A box of 20 of Protective Health Gears U.S. made N95 masks will cost you $74.00 on Amazon. The same quantity from China's BYD costs less than half


Some smaller mask manufacturers tell us they also believe some Chinese manufacturers are selling certain products below cost in the U.S. to

undercut U.S. producers. CNN has not independently verified this claim.

WOLIN: How are you? Very nice.

SEBASTIAN (voice over): Brian Wolin is clear, he doesn't want handouts. He just wants the government to buy his product.

WOLIN: We spoke to the government time in and time out and tried everything that we could to get a contract, and it just hasn't happened as

of this moment.

BOWN: How big should this industry be in normal times in order to be able to be easily scaled up during a pandemic? That's -- you know, that's the

kind of questions that the Federal government now has to grapple with.

SEBASTIAN (voice over): At a time of deteriorating relations with China and still critical need for these products, questions that are both urgent

and fraught with risk.

Clare Sebastian, CNN, in Paterson, New Jersey.


QUEST: It is Labor Day in the United States. A lot of bosses wanted their offices back to normal, either by today or from next week. That may not

happen for a long time.

Employees are demanding more from their companies and bosses are finding that employees are not afraid to leave.

In a moment.



QUEST: In the United States, it is Labor Day. Now this year, the date was meant to remark the return to normal life. Now, we are seeing COVID cases

surging and most return to work plans have been either postponed or abandoned or simply pushed off into the future.

Many companies say they will -- it will be next year before they'll have employees put back in or they've put the plans on hold definitely. For

instance, Google's parent, Alphabet earmarked September the first for its return to work.

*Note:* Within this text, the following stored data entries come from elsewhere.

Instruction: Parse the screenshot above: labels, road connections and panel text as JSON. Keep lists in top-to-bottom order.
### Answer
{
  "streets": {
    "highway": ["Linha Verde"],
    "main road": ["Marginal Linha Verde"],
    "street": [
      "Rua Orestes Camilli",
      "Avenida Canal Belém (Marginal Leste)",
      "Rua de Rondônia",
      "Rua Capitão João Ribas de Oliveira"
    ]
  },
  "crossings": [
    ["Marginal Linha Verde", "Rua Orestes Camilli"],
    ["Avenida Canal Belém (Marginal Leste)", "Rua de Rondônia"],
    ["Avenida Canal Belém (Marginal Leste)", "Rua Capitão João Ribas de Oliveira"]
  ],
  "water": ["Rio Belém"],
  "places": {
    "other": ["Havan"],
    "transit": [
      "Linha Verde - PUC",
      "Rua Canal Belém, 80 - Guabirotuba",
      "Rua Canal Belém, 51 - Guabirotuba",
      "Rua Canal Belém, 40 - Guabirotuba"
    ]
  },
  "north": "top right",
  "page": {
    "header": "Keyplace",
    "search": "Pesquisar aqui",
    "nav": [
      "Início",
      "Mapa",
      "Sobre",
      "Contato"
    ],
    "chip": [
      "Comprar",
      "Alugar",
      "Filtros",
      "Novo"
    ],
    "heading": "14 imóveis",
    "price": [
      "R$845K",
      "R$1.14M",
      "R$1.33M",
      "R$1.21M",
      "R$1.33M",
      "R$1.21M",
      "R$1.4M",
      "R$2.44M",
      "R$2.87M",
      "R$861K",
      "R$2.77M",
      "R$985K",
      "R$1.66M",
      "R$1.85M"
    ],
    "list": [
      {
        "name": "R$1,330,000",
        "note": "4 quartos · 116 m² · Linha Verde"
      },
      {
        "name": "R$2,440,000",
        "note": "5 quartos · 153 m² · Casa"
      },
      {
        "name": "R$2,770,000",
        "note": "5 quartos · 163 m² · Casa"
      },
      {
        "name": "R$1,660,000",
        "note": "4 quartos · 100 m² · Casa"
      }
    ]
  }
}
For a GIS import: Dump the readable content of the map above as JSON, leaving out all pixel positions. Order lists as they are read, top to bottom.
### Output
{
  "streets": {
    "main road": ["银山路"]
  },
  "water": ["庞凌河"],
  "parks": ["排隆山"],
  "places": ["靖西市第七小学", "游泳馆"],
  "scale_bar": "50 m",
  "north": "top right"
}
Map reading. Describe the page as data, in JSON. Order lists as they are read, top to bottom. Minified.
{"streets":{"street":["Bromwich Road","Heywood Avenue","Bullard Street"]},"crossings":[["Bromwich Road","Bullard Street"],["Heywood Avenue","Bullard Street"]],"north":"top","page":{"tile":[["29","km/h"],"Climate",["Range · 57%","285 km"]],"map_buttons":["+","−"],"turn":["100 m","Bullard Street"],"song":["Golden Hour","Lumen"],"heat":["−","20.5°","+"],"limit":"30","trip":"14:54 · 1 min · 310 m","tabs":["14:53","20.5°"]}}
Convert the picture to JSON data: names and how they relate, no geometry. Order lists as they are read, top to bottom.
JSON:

That is now at least January,

Amazon hoped for a return by Labor Day. Now, it is eyeing 2022 for its reopening.

And the asset manager BlackRock says its staff won't be back until at least October. Let's see if that holds.

What a far cry from the CEOs who were saying just a few months ago, we want you back in the office. This is a Morgan Stanley's CEO back in June.


JAMES GORMAN, CEO, MORGAN STANLEY: If you only get paid New York rates, you work in New York. You know, none of this -- I'm in Colorado with work

in New York and getting paid like I'm sitting in New York City. Sorry, that doesn't work.

So, I would call it directionally very strong without dictating yet, that Labor Day, I'll be very disappointed if people haven't found their way into

the office and then we'll have a different kind of conversation.


QUEST: Remember. Now here in London, employees are returning perhaps in larger numbers. Tens of thousands of commuters have poured back into

Central London today, and the London Transport Network says it was the busiest morning rush hour since the pandemic hit.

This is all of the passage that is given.